第二・第三の天つゆの使い方も重要です。天つゆを使うなら、衣に染み込むまで浸すのではなく、先端に軽くつける程度にとどめる。これだけで塩分は半分以下になります。天つゆの塩分をそもそも下げたい場合は、だしを濃く引いてしょうゆを減らす「だし勝ち」の配合が有効です。基本の天つゆの作り方と配合は天ぷらのつゆを解説した記事で紹介しています。
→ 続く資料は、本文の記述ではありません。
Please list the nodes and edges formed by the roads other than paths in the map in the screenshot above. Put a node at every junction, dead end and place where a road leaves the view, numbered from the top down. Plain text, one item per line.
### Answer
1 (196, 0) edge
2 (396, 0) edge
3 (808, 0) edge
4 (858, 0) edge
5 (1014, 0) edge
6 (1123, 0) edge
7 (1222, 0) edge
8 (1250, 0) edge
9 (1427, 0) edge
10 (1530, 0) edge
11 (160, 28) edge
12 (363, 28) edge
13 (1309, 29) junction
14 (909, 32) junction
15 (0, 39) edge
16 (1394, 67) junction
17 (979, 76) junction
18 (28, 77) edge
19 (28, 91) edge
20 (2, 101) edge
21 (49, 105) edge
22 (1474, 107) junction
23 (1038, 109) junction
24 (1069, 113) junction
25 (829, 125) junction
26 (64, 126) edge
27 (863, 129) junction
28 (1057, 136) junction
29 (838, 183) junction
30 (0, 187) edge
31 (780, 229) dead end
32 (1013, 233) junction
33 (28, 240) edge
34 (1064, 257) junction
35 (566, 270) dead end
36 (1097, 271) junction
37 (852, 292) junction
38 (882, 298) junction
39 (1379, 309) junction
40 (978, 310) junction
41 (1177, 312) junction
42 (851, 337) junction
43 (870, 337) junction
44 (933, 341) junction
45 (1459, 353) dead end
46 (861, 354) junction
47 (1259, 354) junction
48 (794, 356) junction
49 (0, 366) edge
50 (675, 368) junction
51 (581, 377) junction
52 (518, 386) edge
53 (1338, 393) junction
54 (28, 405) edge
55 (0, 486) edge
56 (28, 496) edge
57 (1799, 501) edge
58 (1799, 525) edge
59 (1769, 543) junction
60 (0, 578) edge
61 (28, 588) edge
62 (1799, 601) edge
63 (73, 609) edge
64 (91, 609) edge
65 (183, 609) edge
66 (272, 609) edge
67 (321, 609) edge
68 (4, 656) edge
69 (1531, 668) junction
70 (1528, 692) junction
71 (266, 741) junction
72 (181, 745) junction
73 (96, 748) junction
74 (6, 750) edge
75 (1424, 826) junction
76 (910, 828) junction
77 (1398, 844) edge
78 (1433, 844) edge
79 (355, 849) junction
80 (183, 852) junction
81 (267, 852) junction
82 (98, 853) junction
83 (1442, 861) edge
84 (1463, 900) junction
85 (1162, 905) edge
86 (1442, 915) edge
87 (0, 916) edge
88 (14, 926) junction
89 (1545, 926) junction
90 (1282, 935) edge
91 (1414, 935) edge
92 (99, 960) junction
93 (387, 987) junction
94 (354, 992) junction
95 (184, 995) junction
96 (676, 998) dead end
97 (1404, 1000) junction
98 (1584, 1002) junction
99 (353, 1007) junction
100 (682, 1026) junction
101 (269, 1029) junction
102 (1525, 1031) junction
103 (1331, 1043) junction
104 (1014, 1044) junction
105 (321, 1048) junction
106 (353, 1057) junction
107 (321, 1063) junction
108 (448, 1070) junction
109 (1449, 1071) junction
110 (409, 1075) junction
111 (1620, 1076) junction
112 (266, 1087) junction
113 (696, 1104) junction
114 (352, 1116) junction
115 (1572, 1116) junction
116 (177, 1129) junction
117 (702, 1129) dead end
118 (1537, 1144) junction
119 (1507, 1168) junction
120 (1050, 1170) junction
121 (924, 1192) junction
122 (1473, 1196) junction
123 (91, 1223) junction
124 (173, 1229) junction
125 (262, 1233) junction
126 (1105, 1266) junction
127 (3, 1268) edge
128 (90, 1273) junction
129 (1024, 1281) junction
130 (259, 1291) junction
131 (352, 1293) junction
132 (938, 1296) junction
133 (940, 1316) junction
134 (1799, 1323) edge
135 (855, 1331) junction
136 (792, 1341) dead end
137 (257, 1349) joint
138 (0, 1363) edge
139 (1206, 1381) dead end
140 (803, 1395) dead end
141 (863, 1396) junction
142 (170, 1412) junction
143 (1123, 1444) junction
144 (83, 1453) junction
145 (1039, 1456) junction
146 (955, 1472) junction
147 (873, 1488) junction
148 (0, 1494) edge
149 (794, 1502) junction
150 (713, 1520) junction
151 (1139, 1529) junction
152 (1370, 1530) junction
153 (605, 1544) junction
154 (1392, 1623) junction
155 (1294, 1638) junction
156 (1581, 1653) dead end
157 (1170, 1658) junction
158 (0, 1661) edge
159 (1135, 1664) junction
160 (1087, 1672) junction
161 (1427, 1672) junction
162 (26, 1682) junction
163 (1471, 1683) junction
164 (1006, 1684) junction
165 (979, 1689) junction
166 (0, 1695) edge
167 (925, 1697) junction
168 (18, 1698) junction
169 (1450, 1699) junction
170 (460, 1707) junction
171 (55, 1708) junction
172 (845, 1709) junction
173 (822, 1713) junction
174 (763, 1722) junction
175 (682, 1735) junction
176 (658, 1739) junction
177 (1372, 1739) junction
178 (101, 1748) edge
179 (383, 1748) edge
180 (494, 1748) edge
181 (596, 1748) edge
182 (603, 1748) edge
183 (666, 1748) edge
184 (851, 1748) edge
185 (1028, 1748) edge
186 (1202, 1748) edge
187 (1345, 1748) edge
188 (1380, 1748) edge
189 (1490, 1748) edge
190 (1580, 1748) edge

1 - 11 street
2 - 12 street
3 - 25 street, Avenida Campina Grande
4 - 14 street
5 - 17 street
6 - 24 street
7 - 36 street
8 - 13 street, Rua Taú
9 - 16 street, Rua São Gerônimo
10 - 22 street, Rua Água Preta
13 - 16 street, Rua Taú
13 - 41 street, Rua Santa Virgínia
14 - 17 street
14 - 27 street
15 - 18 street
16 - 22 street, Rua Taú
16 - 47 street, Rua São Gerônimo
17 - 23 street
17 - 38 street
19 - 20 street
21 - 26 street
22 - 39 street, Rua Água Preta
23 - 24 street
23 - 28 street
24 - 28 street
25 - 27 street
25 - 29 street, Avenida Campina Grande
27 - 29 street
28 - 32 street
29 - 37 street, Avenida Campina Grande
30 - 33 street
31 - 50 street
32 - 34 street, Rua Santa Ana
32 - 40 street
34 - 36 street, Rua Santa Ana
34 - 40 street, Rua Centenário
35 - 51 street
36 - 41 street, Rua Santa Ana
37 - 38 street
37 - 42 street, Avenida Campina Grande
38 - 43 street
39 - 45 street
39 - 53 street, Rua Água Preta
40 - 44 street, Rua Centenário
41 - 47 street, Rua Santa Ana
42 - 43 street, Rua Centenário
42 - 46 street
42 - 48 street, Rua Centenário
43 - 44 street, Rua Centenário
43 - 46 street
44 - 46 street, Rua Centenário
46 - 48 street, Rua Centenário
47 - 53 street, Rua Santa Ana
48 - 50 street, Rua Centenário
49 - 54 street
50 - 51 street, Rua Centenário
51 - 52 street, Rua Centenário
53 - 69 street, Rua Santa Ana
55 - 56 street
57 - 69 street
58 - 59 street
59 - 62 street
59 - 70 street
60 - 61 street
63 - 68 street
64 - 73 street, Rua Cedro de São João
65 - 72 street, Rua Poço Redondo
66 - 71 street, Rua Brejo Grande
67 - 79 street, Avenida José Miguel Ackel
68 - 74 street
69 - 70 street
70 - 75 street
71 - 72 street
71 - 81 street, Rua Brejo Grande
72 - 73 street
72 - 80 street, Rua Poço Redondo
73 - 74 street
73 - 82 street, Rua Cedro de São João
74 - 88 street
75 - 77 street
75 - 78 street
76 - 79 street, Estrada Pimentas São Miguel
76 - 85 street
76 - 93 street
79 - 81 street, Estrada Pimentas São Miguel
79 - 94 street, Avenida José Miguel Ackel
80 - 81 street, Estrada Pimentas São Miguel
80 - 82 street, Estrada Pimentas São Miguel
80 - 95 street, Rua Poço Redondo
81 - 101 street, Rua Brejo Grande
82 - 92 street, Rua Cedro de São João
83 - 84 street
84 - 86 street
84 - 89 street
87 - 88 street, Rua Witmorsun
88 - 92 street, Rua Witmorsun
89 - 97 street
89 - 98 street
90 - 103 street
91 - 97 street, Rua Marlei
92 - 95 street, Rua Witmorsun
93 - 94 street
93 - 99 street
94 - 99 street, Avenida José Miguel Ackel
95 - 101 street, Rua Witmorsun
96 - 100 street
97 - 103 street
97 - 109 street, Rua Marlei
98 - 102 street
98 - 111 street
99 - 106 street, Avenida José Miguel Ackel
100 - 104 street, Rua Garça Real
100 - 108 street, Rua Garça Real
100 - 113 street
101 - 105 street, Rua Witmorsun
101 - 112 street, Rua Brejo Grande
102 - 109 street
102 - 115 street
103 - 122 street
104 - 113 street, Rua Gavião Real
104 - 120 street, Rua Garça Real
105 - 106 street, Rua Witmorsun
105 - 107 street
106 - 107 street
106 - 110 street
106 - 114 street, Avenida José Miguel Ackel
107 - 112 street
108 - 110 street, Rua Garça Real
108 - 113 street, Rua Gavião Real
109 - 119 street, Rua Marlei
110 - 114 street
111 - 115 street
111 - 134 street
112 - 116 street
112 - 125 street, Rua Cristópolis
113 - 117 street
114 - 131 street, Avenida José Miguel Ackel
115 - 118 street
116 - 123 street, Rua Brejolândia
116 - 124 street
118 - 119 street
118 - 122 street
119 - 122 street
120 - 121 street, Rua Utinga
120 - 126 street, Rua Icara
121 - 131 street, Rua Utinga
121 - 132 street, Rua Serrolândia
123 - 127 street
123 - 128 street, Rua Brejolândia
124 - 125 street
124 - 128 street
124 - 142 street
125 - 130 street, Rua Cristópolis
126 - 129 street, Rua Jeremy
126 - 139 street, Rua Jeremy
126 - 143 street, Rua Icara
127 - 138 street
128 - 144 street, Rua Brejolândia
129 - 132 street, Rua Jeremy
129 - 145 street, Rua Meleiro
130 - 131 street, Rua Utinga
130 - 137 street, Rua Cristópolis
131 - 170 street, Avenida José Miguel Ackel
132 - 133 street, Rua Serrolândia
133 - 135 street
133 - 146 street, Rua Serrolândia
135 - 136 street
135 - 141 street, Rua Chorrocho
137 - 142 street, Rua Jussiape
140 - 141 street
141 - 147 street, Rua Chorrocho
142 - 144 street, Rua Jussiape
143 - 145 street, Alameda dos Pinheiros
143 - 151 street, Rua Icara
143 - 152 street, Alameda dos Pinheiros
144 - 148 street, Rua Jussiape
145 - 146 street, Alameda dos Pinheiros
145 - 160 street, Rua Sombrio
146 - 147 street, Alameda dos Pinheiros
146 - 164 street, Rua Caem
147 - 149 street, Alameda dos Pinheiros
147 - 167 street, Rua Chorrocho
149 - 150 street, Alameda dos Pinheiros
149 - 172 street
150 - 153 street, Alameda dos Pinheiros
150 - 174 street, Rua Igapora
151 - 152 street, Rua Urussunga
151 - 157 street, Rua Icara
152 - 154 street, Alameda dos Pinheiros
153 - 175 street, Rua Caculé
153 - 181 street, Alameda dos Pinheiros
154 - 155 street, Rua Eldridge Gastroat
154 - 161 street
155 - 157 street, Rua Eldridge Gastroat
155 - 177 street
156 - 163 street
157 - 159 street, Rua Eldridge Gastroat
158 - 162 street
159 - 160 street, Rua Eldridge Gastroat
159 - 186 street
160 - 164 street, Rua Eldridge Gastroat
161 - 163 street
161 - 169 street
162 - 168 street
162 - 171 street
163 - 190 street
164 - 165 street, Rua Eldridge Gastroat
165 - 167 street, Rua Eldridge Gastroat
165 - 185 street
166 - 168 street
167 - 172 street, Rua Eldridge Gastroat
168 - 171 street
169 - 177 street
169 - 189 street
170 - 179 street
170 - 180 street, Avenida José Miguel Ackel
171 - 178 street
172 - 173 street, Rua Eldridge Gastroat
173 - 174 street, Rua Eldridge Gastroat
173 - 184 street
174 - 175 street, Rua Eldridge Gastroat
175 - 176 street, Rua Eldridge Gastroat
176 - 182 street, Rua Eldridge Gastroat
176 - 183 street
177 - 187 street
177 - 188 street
第四の「つゆを残す」は効果が最も大きい方法です。麺類のつゆを飲み干した場合と残した場合では、塩分摂取量に数グラム単位の差が出ます。即席麺の例では、スープを飲み干すと6.3g、残せば1.1gと約6分の1に減るというデータもあります。天ぷらそば・天ぷらうどんでも構図は同じで、つゆを残すだけで3〜4gの減塩になります。
第五の薬味の活用は、家庭の天ぷらでこそ効果を発揮します。レモンやすだちの酸味、大根おろしの辛味、青じそや生姜の香りは、塩味の物足りなさを補う「もうひとつの味の軸」になります。
塩分が気になる人のための実践プラン
最後に、シーン別の実践プランを提案します。
外食で天丼を食べるなら、たれ少なめ・つゆだく回避を選び、みそ汁と漬物のどちらかを我慢する。これだけで1食4.5g超が3g前後に収まります。立ち食いそば店で天ぷらそばを食べるなら、つゆを最後まで飲まない。この1点だけで塩分は半分以下です。
カウンターの天ぷら専門店では、むしろ心配は不要です。一品ずつ提供されるコースは、つけ塩をひとつまみずつ使っても総量1g程度。実は接待や記念日の天ぷらコースは、外食の中でもかなり減塩的な選択肢です。
家庭で揚げるなら、衣に塩を入れず、だし勝ちの天つゆを自作し、薬味を豊富に用意する。揚げ油の状態管理も含めた健康面の注意点は天ぷらの油は体に悪いのかを検証した記事で詳しく解説しています。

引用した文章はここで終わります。